WORK TO COMPLETE: For every entry below, give an exact repeat and leave out the pictures.

TASK MATERIAL:
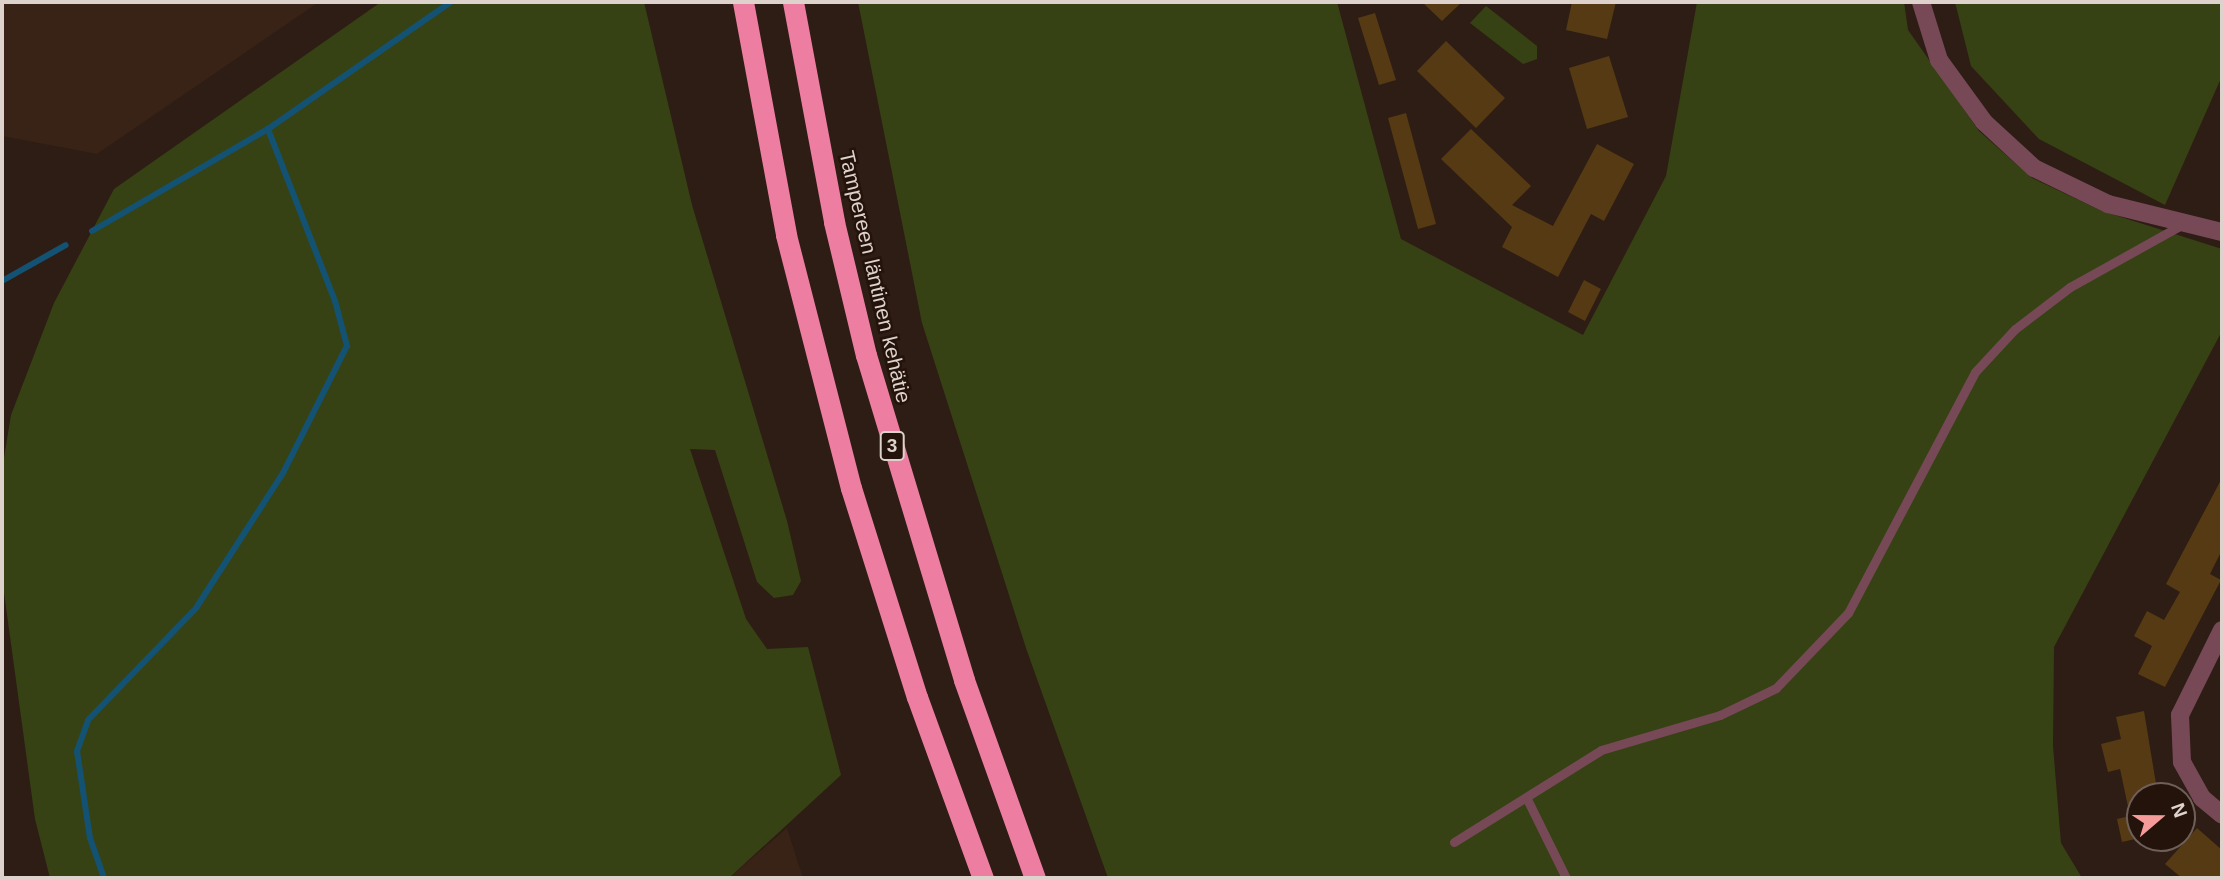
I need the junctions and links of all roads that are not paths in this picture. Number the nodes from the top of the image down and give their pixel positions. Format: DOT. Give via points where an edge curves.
graph roads {
  1 [pos="743,2"];
  2 [pos="793,2"];
  3 [pos="1921,2"];
  4 [pos="2185,223"];
  5 [pos="2222,232"];
  6 [pos="2222,630"];
  7 [pos="1527,799"];
  8 [pos="2222,815"];
  9 [pos="1454,842"];
  10 [pos="983,878"];
  11 [pos="1035,878"];
  12 [pos="1566,878"];
  1 -- 10 [label="highway" via="786,235 847,475 917,697"];
  2 -- 11 [label="highway, Tampereen läntinen kehätie / 3" via="834,222 870,368 964,680"];
  3 -- 4 [label="street" via="1939,60 1984,122 2034,168 2108,204"];
  4 -- 5 [label="street"];
  4 -- 7 [label="lane" via="2070,287 2015,329 1975,372 1889,525 1848,613 1776,688 1720,715 1601,750"];
  6 -- 8 [label="street" via="2179,715 2182,762 2202,798"];
  7 -- 9 [label="lane"];
  7 -- 12 [label="lane"];
}
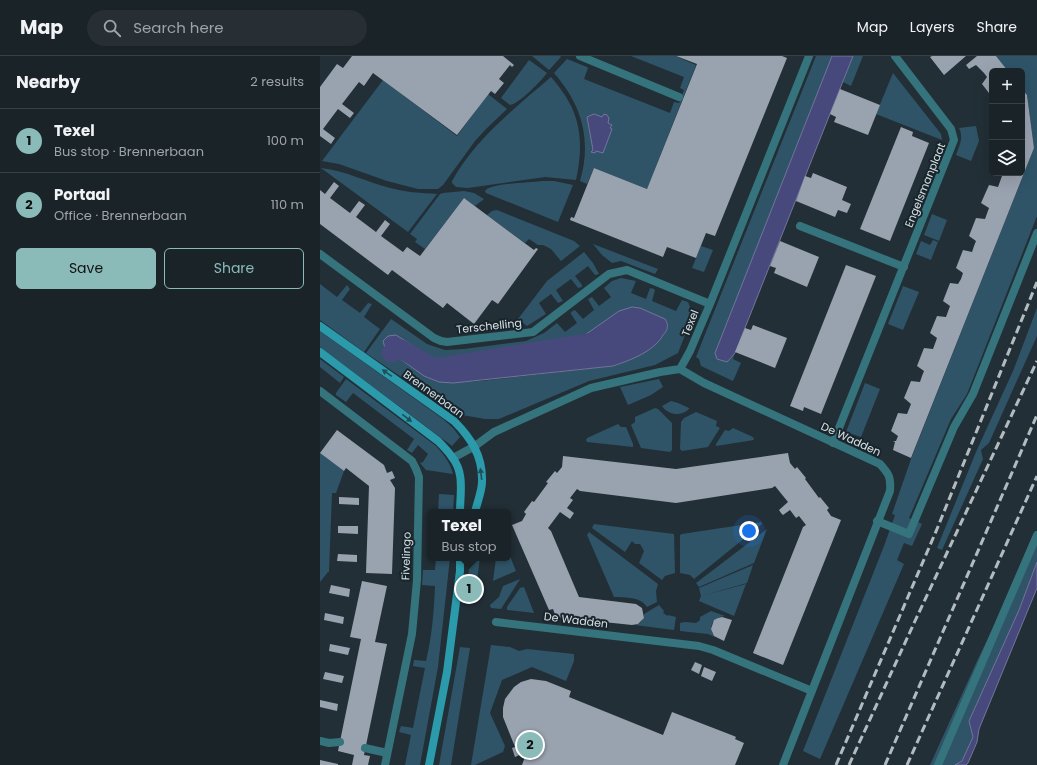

ANSWER SPACE:
I need the junctions and links of all roads that are not paths in this picture. Number the nodes from the top of the image down and give their pixel positions. Format: DOT. Give via points where an edge curves.
graph roads {
  1 [pos="743,2"];
  2 [pos="793,2"];
  3 [pos="1921,2"];
  4 [pos="2185,223"];
  5 [pos="2222,232"];
  6 [pos="2222,630"];
  7 [pos="1527,799"];
  8 [pos="2222,815"];
  9 [pos="1454,842"];
  10 [pos="983,878"];
  11 [pos="1035,878"];
  12 [pos="1566,878"];
  1 -- 10 [label="highway" via="786,235 847,475 917,697"];
  2 -- 11 [label="highway, Tampereen läntinen kehätie / 3" via="834,222 870,368 964,680"];
  3 -- 4 [label="street" via="1939,60 1984,122 2034,168 2108,204"];
  4 -- 5 [label="street"];
  4 -- 7 [label="lane" via="2070,287 2015,329 1975,372 1889,525 1848,613 1776,688 1720,715 1601,750"];
  6 -- 8 [label="street" via="2179,715 2182,762 2202,798"];
  7 -- 9 [label="lane"];
  7 -- 12 [label="lane"];
}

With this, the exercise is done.